I also was very tall and skinny as a kid and it is very normal(and healthy) to
become a man and get some weight. I personally met Michael long ago and don't
remember thinking he was fat at all.

The last photo worries me, it does not look healthy, quite the contrary.

I would recommend him to practice an sport(or going to the mountain, whatever)
he likes, not just something that he does to lose weight, something that makes
him stronger, not just skinny, and something he enjoys . I had made sport all
my life and it is part of my routine.

And also eating real food, instead of fast food, both burritos or hamburgers
are fast food. Anglo world has lots of amazing things and a few terrible
things, food is one of those.

Calories counting is a very simplistic model. For example you have to take
into account the oils used in your food, and in America those tend too be the
lowest quality(cheapest). Olive oils have nothing to do with palm oil, but
most fast food use palm for being the cheapest.

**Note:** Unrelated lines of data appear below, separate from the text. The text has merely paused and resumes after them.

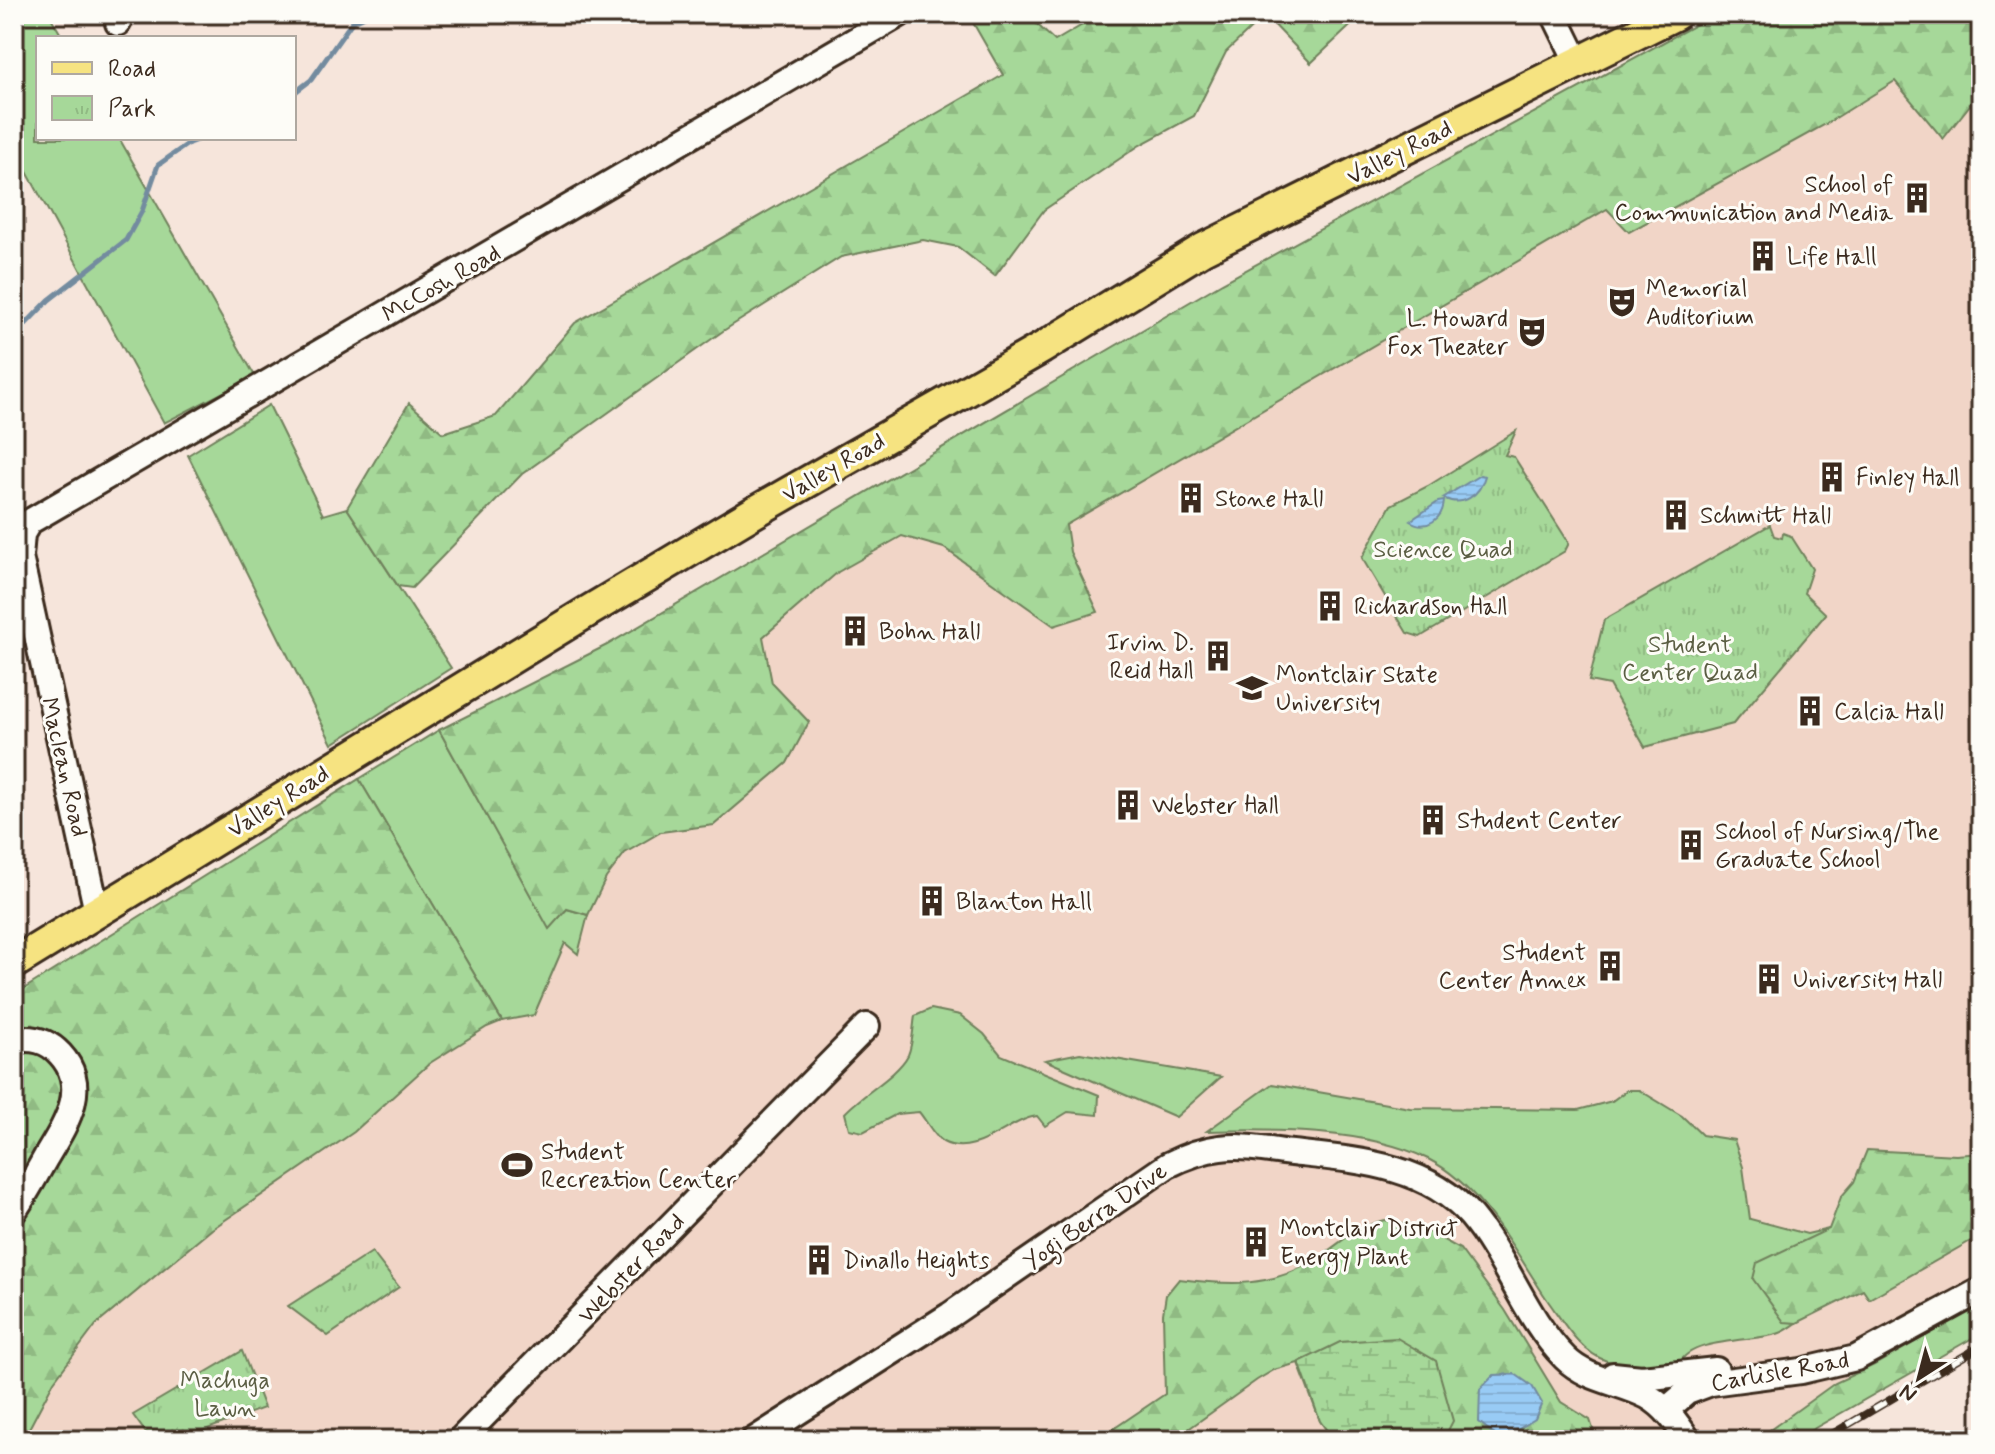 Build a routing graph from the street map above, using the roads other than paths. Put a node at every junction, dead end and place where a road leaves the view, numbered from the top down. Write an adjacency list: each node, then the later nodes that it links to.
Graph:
1 (900, 14): 5 (street, McCosh Road)
2 (1554, 14): 4 (street)
3 (1676, 14): 4 (main road, Valley Road)
4 (1578, 63): 6 (main road, Valley Road)
5 (24, 574): 6 (street, Maclean Road)
6 (97, 912): 7 (main road, Valley Road)
7 (14, 963)
8 (867, 1026): 15 (street, Webster Road)
9 (14, 1040): 10 (street)
10 (14, 1211)
11 (1981, 1290): 13 (street, Carlisle Road)
12 (1578, 1367): 13 (street); 14 (street, Yogi Berra Drive); 16 (street, Yogi Berra Drive)
13 (1796, 1371): 14 (street, Carlisle Road)
14 (1666, 1410): 17 (street)
15 (460, 1440)
16 (754, 1440)
17 (1688, 1440)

When you eat fast food you will deprive your body of essential supplies. For
example feed-fed animals generate too much Omega6 and too few Omega3. Your
body requires omega 3 and will demand eating more until it gets it, but as
much as you eat you don't get satisfied.

The same happens with lots of other things like enzymes, vitamins, fiber and
so on that gets destroyed by refrigeration.

If I were as rational as Michael I would probably write "The guerrilla guide
to good eating" in order to learn proper nutrition and document the process.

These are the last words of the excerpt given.